Tous les cinéastes ne peuvent pas se vanter d’avoir inspiré l’esthétique de l’une des sagas vidéoludiques les plus effrayantes, à savoir Silent Hill. C’est pourtant le cas d’Adrian Lyne. Quand on parle de ses films, on pense surtout à Flashdance ou bien aux thrillers érotiques qu’il a réalisé à la fin des années 80 (9 Semaines ½, Liaison Fatale,…). Mais au milieu de tout cela surnage une curiosité dans sa filmographie, une œuvre étrange et perturbante qui nous plonge au cœur des tourments hallucinatoires d’un vétéran de la Guerre du Viêt Nam. Ce film, c’est L’Échelle de Jacob aka Jacob’s Ladder.

Sorti en 1990, le film nous raconte l’histoire de Jacob Singer (interprété par Tim Robbins), employé des postes new-yorkaises et ancien soldat de la 1st Air Cavalry Division, rapatrié du Viêt Nam après une blessure grave. Traumatisé par la guerre, un divorce et la perte d’un enfant, il est en proie à d’étranges visions terrifiantes qui le font, peu à peu, sombrer dans la folie. Mais Jacob se rend vite compte qu’il n’est pas le seul dans ce cas et que ses anciens camarades de régiment sont aussi victimes de ces visions. Mais que représentent réellement ces hallucinations ? Quelles en sont les causes ?

L’Échelle de Jacob est un film sombre et oppressant de par les thématiques qu’il aborde (traumatismes et horreurs de la guerre, deuil, santé mentale, violence…), mais aussi de par son ambiance poisseuse. Il y règne une atmosphère anxiogène de plus en plus angoissante à mesure que les visions dont est victime le protagoniste apparaissent. L’une des forces du film, c’est que ces fameuses apparitions cauchemardesques sont issues du quotidien aliénant de Jacob. Il plane sur lui comme une inquiétante étrangeté qui le plonge dans une paranoïa grandissante. L’angoisse vient de l’intime, l’horreur surgit du banal et la réalité s’altère progressivement comme pervertie et étrangère. Une station de métro devient une prison menaçante, un hôpital d’apparence normale se trouve être peuplé par des patient·e·s monstrueusement difformes… En cela, le film s’ancre totalement dans le genre fantastique (intrusion du surnaturel dans le cadre réaliste d’un récit) et le drame que vit Jacob se transforme alors en pure horreur psychologique. Cela est appuyé par la mise en scène et l’esthétique globale du métrage qui puise son inspiration dans le body horror (avec tout le rapport au corps et les déformations physiques que cela induit), mais aussi, dans la peinture, et plus précisément, dans l’œuvre de Francis Bacon. Certaines « créatures » du film sont explicitement inspirées des tableaux de l’artiste.
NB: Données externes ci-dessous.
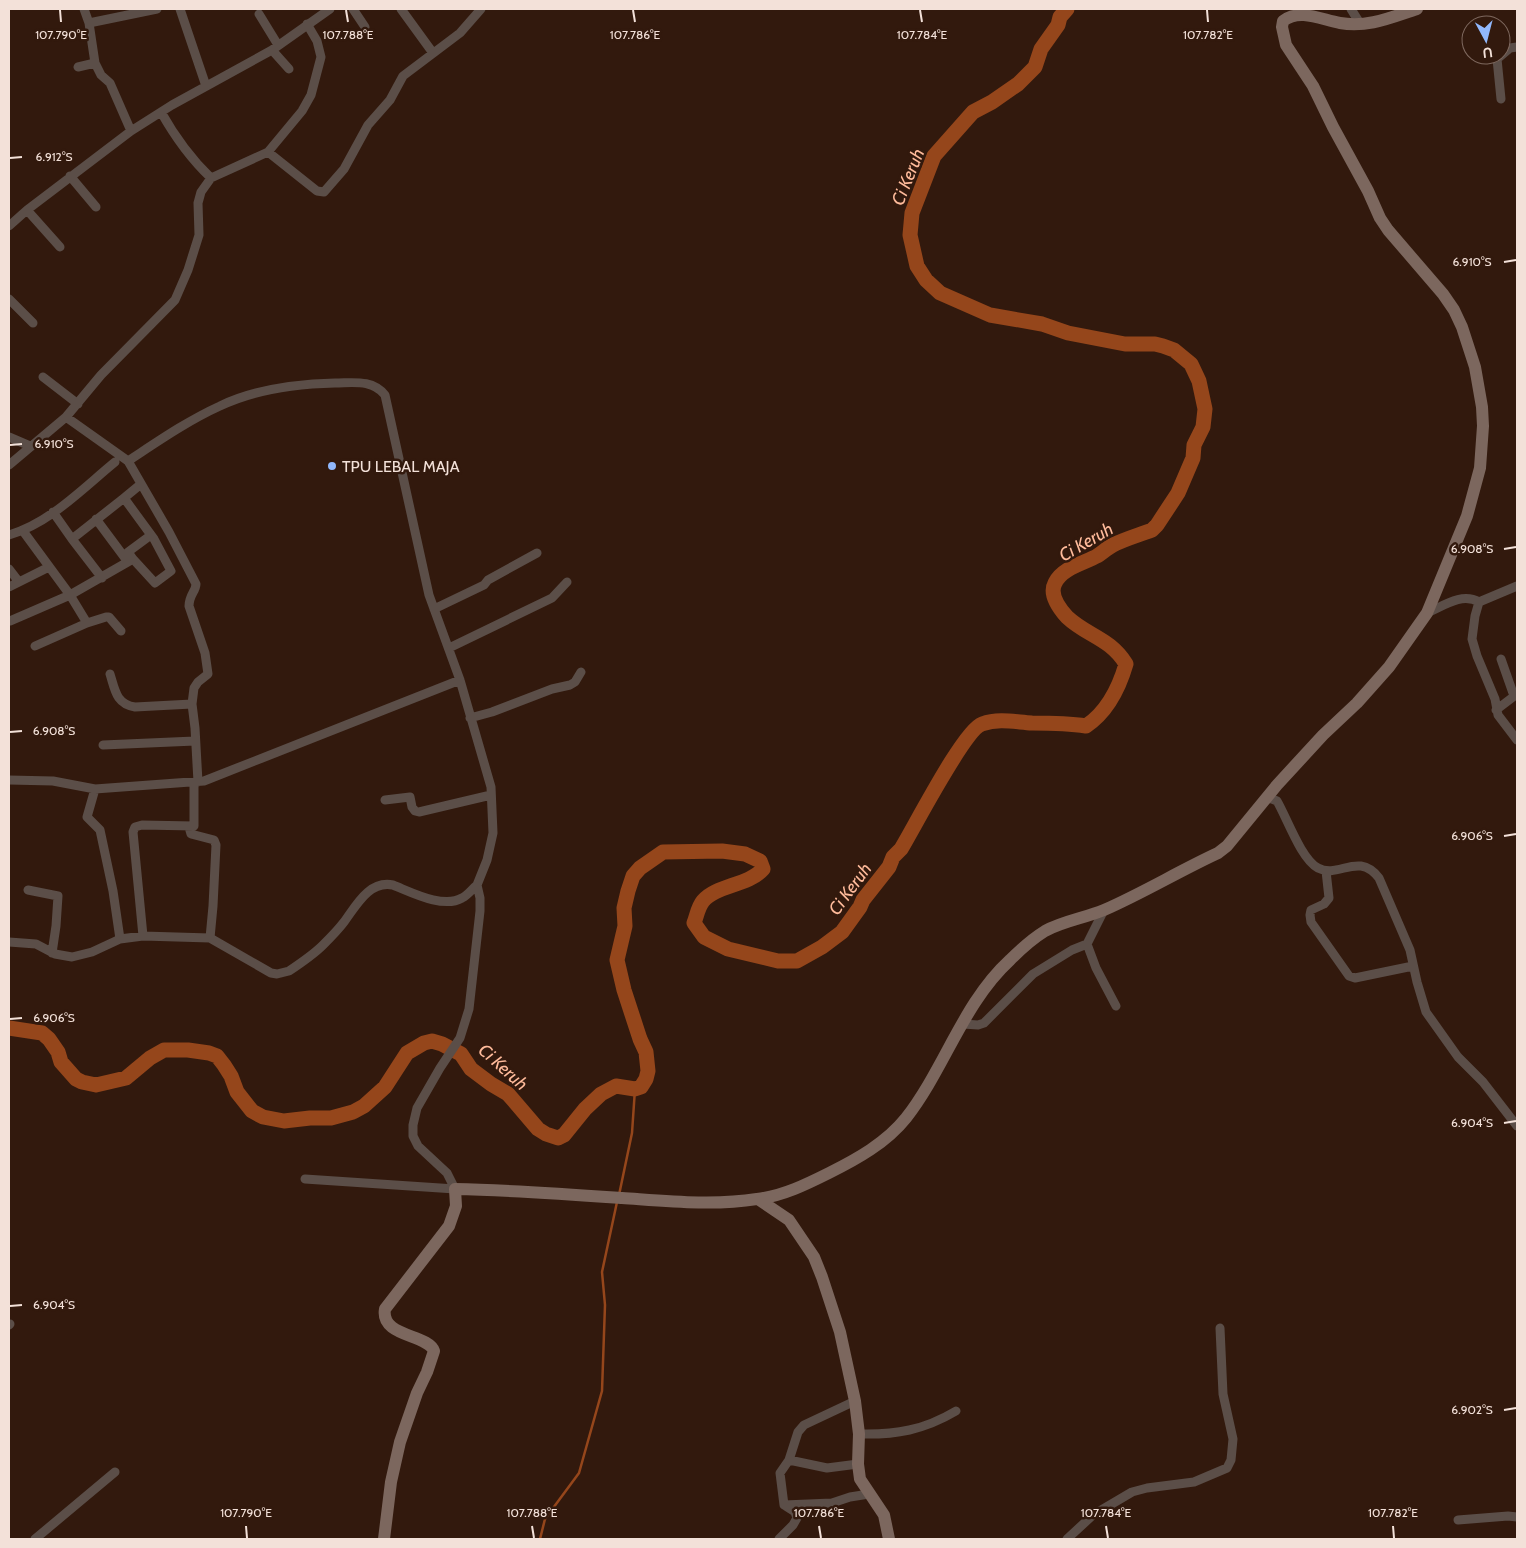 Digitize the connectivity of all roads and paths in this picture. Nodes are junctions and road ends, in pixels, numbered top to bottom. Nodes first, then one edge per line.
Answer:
1 (84, 9) edge
2 (157, 9) edge
3 (180, 9) edge
4 (330, 9) edge
5 (353, 9) edge
6 (401, 9) edge
7 (481, 9) edge
8 (1351, 9) edge
9 (1417, 9) edge
10 (259, 14) dead end
11 (90, 23) junction
12 (307, 24) junction
13 (1360, 25) junction
14 (365, 28) dead end
15 (1517, 46) edge
16 (275, 47) junction
17 (433, 53) junction
18 (95, 63) junction
19 (78, 67) dead end
20 (289, 69) dead end
21 (206, 86) junction
22 (1501, 99) dead end
23 (161, 112) junction
24 (131, 131) junction
25 (268, 152) junction
26 (70, 176) junction
27 (211, 178) junction
28 (96, 207) dead end
29 (27, 210) junction
30 (9, 226) edge
31 (60, 247) dead end
32 (9, 299) edge
33 (33, 323) dead end
34 (43, 377) dead end
35 (78, 404) junction
36 (66, 417) junction
37 (9, 438) edge
38 (30, 446) junction
39 (128, 461) junction
40 (115, 462) dead end
41 (9, 464) edge
42 (140, 484) junction
43 (124, 498) junction
44 (53, 512) junction
45 (96, 519) junction
46 (23, 531) junction
47 (9, 535) edge
48 (151, 535) junction
49 (72, 539) junction
50 (537, 553) dead end
51 (128, 557) junction
52 (49, 567) junction
53 (9, 568) edge
54 (102, 578) junction
55 (19, 582) junction
56 (567, 582) dead end
57 (1517, 586) edge
58 (9, 587) edge
59 (70, 595) junction
60 (1479, 602) junction
61 (434, 609) junction
62 (1427, 613) junction
63 (10, 621) dead end
64 (87, 623) junction
65 (121, 631) dead end
66 (35, 646) dead end
67 (449, 648) junction
68 (1501, 658) dead end
69 (582, 672) dead end
70 (110, 674) dead end
71 (460, 680) junction
72 (1516, 695) edge
73 (192, 704) junction
74 (1496, 710) junction
75 (470, 718) junction
76 (1517, 740) edge
77 (195, 741) junction
78 (103, 746) dead end
79 (9, 780) edge
80 (196, 782) junction
81 (95, 789) junction
82 (492, 795) junction
83 (1267, 798) junction
84 (385, 800) dead end
85 (189, 827) junction
86 (1326, 871) junction
87 (477, 884) junction
88 (28, 890) dead end
89 (1104, 910) junction
90 (143, 936) junction
91 (210, 938) junction
92 (120, 939) junction
93 (9, 942) edge
94 (1088, 944) junction
95 (52, 953) junction
96 (1413, 966) junction
97 (1116, 1006) dead end
98 (963, 1024) junction
99 (1517, 1127) edge
100 (305, 1179) dead end
101 (455, 1189) junction
102 (758, 1199) junction
103 (1220, 1328) dead end
104 (855, 1401) junction
105 (956, 1411) dead end
106 (859, 1434) junction
107 (789, 1460) junction
108 (858, 1464) junction
109 (115, 1472) dead end
110 (869, 1494) junction
111 (784, 1505) junction
112 (1517, 1517) edge
113 (1458, 1520) dead end
114 (35, 1539) edge
115 (384, 1539) edge
116 (779, 1539) edge
117 (890, 1539) edge
118 (1067, 1539) edge

1 - 11 street
2 - 11 street
3 - 21 street
4 - 12 street
5 - 14 street
6 - 17 street
7 - 17 street
8 - 13 street
9 - 13 street
10 - 16 street
11 - 18 street
12 - 16 street
12 - 25 street
13 - 62 street
15 - 22 street
16 - 20 street
16 - 21 street
17 - 25 street
18 - 19 street
18 - 24 street
21 - 23 street
23 - 24 street
23 - 27 street
24 - 26 street
25 - 27 street
26 - 28 street
26 - 29 street
27 - 35 street
29 - 30 street
29 - 31 street
32 - 33 street
34 - 35 street
35 - 36 street
36 - 38 street
36 - 39 street
37 - 38 street
38 - 41 street
39 - 42 street
39 - 61 street
40 - 44 street
42 - 43 street
42 - 73 street
43 - 45 street
43 - 48 street
44 - 46 street
44 - 49 street
45 - 49 street
45 - 51 street
46 - 47 street
46 - 52 street
48 - 51 street
48 - 51 street
49 - 54 street
50 - 61 street
51 - 54 street
52 - 55 street
52 - 59 street
53 - 55 street
54 - 59 street
55 - 58 street
56 - 67 street
57 - 60 street
59 - 63 street
59 - 64 street
60 - 62 street
60 - 74 street
61 - 67 street
62 - 83 street
64 - 65 street
64 - 66 street
67 - 71 street
68 - 72 street
69 - 75 street
70 - 73 street
71 - 75 street
71 - 80 street
72 - 74 street
73 - 77 street
74 - 76 street
75 - 82 street
77 - 78 street
77 - 80 street
79 - 81 street
80 - 81 street
80 - 85 street
81 - 92 street
82 - 84 street
82 - 87 street
83 - 86 street
83 - 89 street
85 - 90 street
85 - 91 street
86 - 96 street
86 - 96 street
87 - 91 street
87 - 101 street
88 - 95 street
89 - 94 street
89 - 98 street
90 - 91 street
90 - 92 street
92 - 95 street
93 - 95 street
94 - 97 street
94 - 98 street
96 - 99 street
98 - 102 street
100 - 101 street
101 - 102 street
101 - 115 street
102 - 104 street
103 - 118 street
104 - 106 street
104 - 107 street
105 - 106 street
106 - 108 street
107 - 108 street
107 - 111 street
108 - 110 street
109 - 114 street
110 - 111 street
110 - 117 street
111 - 116 street
112 - 113 street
Il en résulte alors des séquences visuellement saisissantes et perturbantes. La musique lancinante et éthérée de Maurice Jarre vient quant à elle, ajouter une couche supplémentaire d’angoisse.

  • Echelle de Jacob, Adrian Lyne
  • Echelle de Jacob, Adrian Lyne

L’autre grande force de ce film, c’est la multiplicité de ses niveaux de lecture tout en gardant une certaine cohérence. L’Échelle de Jacob est un véritable mille-feuilles de sens que chacun·e peut interpréter à sa façon. Certain·e·s y verront un simple drame intime, d’autres y verront une plongée vertigineuse dans les méandres de la psyché humaine, une allégorie de la spiritualité (le titre du film faisant référence à un passage biblique), un brulot politique à charge contre l’armée, ou encore, une quête de rédemption quasi métaphysique.

Mais aussi fascinant que soit L’Échelle de Jacob, il est assez difficile d’en parler sans trop en dévoiler et il est important de découvrir le film sans en connaitre certains éléments car son intrigue repose sur un twist scénaristique. Et chaque symbole, chaque détail qui constitue le film a son importance pour le voir venir, le comprendre et l’apprécier. Finalement, L’Échelle de Jacob, c’est surtout un film passionnant qui joue avec les codes de l’horreur pour nous plonger au cœur d’un drame psychologique dont la fin est aussi troublante et surprenante que bouleversante.